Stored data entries
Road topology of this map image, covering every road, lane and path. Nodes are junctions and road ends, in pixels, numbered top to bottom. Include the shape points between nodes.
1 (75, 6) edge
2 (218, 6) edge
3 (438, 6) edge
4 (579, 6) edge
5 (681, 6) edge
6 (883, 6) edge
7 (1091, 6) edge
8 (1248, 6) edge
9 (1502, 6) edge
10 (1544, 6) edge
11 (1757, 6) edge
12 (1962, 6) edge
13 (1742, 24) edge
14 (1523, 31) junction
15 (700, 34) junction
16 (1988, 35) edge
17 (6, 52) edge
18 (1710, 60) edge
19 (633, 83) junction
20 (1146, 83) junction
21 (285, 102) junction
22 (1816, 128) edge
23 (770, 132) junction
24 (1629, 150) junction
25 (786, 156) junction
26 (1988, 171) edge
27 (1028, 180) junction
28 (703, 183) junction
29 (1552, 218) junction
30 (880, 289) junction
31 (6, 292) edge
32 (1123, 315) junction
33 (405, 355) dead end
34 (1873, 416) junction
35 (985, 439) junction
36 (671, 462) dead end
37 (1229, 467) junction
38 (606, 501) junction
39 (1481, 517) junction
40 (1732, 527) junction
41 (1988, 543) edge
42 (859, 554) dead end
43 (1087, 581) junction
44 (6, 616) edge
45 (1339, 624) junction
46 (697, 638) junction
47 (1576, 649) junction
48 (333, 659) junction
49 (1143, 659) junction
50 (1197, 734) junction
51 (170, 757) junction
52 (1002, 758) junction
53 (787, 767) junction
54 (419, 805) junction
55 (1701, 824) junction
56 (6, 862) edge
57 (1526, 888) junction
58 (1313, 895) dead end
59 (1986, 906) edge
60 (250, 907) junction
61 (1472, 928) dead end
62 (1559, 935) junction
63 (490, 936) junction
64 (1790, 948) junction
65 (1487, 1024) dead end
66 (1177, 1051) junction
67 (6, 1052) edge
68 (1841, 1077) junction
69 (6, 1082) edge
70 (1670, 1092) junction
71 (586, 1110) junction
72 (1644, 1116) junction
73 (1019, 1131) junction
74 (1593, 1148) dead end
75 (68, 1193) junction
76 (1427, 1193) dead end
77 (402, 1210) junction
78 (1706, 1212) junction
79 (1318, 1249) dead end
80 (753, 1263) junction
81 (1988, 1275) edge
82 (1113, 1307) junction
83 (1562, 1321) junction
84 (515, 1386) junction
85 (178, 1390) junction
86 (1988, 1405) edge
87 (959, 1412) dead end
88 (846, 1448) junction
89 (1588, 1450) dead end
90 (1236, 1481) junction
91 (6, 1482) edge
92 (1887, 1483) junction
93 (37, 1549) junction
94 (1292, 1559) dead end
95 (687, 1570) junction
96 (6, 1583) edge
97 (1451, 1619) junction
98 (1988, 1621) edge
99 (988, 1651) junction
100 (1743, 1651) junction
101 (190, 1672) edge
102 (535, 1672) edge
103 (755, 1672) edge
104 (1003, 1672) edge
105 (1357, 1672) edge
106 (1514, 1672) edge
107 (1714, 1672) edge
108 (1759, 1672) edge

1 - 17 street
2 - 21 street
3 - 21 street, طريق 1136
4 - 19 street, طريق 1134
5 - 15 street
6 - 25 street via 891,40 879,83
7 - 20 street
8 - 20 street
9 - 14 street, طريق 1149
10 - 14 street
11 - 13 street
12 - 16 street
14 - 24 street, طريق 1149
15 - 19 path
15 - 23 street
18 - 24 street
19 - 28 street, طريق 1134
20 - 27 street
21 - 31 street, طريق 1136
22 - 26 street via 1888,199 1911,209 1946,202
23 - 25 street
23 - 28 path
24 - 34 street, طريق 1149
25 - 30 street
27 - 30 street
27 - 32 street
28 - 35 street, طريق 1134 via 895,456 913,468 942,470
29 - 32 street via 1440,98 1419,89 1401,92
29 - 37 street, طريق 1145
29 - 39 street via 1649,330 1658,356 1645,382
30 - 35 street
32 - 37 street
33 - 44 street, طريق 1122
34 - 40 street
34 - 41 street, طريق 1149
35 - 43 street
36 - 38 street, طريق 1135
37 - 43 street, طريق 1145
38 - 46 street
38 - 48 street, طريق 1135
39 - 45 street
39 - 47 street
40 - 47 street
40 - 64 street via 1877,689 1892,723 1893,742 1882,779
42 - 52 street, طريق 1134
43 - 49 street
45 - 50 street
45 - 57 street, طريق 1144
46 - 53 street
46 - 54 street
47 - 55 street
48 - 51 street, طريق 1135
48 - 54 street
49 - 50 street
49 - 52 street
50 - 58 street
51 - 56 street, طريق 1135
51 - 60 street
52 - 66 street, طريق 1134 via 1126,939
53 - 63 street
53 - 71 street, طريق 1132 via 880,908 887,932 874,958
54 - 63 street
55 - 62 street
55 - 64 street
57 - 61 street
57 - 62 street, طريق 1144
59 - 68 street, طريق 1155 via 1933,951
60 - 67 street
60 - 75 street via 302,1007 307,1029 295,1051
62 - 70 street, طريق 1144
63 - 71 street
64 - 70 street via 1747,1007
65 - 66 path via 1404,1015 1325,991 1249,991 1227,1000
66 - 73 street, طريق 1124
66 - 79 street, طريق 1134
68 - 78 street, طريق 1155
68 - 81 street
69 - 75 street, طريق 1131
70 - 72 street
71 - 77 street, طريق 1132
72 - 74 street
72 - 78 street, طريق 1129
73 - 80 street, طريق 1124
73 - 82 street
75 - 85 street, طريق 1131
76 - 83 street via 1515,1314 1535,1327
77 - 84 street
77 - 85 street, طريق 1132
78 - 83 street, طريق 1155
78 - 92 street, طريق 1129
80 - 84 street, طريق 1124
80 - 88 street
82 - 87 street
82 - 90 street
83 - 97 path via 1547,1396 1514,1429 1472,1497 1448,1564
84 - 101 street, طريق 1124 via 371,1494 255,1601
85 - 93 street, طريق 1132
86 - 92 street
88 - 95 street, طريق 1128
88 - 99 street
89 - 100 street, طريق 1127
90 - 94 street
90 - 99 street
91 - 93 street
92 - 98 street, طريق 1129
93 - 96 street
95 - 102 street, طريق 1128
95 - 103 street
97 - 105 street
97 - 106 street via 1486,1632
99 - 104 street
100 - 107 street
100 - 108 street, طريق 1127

> [Task to carry out]
All lines above in which the word "dead" occurs should be identified and copied.

> [Result for this task]
33 (405, 355) dead end
36 (671, 462) dead end
42 (859, 554) dead end
58 (1313, 895) dead end
61 (1472, 928) dead end
65 (1487, 1024) dead end
74 (1593, 1148) dead end
76 (1427, 1193) dead end
79 (1318, 1249) dead end
87 (959, 1412) dead end
89 (1588, 1450) dead end
94 (1292, 1559) dead end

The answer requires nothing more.